Two lawyers for 40 former employees of Washington Football Team have written a letter to NFL Commissioner Roger Goodell, who said Tuesday that he couldn’t release a report about the team’s culture because investigators promised some sources anonymity.
“Our clients came forward with details of the harassment and abuse that they suffered with the reasonable expectation that they and the public would be provided with the findings of the 10-month-long investigation,” attorneys Lisa J. Banks and Debra Katz write in the letter to Goodell. In fact, they write, “the investigators in this case specifically asked us which of our clients would be willing to have their names revealed (presumably in their report of findings), and we provided that information to them.” They tell Goodell that “Our clients do not wish any further ‘protection’ from you by withholding this report.”

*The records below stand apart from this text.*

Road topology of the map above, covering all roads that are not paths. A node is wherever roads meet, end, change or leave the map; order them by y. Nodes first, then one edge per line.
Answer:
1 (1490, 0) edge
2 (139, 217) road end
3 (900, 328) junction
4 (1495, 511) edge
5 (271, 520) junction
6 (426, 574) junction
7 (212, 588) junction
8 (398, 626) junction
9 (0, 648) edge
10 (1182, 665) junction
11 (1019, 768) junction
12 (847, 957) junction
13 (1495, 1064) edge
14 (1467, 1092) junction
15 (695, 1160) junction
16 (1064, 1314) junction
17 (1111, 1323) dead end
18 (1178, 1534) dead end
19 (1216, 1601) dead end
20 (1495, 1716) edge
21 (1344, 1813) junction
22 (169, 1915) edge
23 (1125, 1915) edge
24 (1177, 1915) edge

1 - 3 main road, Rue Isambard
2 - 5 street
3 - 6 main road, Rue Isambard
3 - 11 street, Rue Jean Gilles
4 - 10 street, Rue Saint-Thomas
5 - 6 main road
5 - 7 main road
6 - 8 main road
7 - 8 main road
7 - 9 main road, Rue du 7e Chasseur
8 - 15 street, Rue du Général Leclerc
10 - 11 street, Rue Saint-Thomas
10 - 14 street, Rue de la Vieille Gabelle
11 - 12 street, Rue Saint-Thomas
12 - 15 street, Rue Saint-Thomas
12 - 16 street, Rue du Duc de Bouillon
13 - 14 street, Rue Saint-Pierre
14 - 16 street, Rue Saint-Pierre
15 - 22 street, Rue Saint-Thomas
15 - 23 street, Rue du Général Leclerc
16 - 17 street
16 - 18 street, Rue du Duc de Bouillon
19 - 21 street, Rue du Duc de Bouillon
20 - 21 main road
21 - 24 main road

WFT owner Dan Snyder originally engaged Washington attorney Beth Wilkinson to investigate his organization after bombshell Washington Post reports about the team’s culture. The NFL took over the investigation late last summer but asked Wilkinson to submit her report orally. It fined Snyder $10 million and noted with approval that the team had made some changes to its management structure. Among those moves: Snyder hired his wife, Tanya Snyder, as co-CEO.
Goodell’s prevarication about releasing the report, Banks and Katz write, as well as his claims about people who contributed to the investigation, “suggests strongly that it is not they who you are determined to protect.”